Problem:
In the records that follow, how many lines contain the word "pinky"? Give only that figure.

Data for processing:

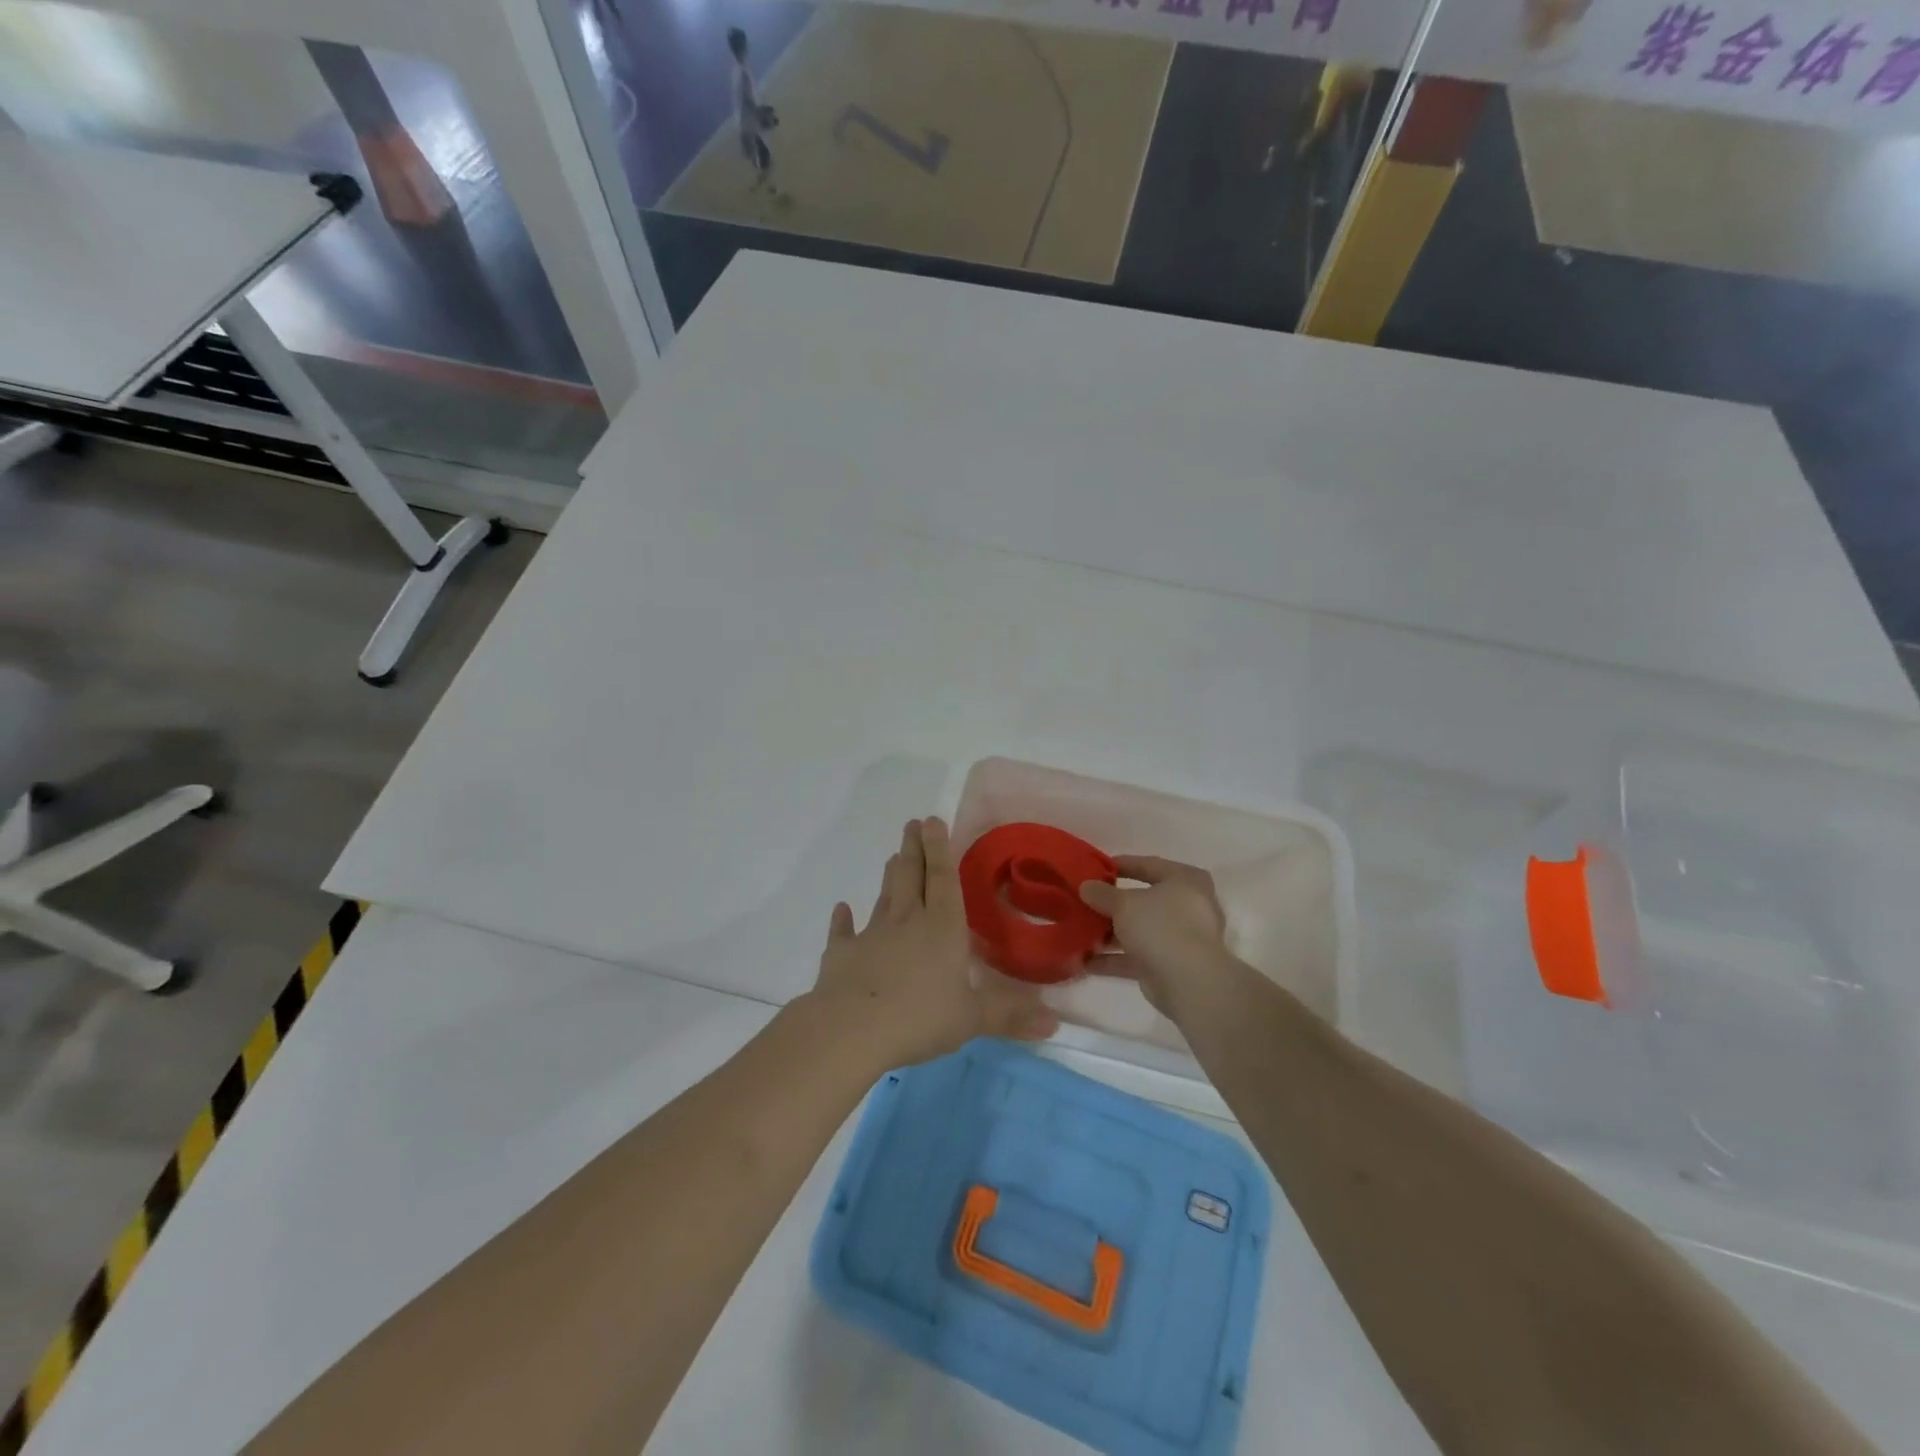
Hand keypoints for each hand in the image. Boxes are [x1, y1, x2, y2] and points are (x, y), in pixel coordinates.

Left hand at [807, 818, 1058, 1068]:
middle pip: (911, 876)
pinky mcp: (841, 954)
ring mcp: (871, 935)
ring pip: (884, 897)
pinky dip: (843, 920)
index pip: (943, 879)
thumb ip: (1010, 1015)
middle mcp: (907, 921)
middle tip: (912, 823)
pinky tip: (842, 908)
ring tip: (894, 857)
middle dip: (914, 849)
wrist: (851, 1029)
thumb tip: (1055, 1023)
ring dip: (890, 876)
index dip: (940, 848)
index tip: (933, 820)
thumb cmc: (920, 1018)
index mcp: (942, 927)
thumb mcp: (972, 1019)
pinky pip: (843, 932)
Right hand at [1079, 857, 1233, 1021]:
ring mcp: (1180, 939)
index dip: (1122, 865)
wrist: (1188, 981)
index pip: (1150, 865)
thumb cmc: (1160, 926)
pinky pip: (1137, 957)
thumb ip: (1103, 893)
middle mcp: (1187, 907)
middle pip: (1143, 901)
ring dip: (1110, 934)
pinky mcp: (1170, 966)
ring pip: (1139, 931)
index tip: (1096, 868)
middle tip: (1085, 902)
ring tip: (1079, 932)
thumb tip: (1086, 886)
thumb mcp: (1124, 903)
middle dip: (1112, 905)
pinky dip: (1113, 959)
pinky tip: (1085, 962)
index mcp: (1185, 880)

Answer:
8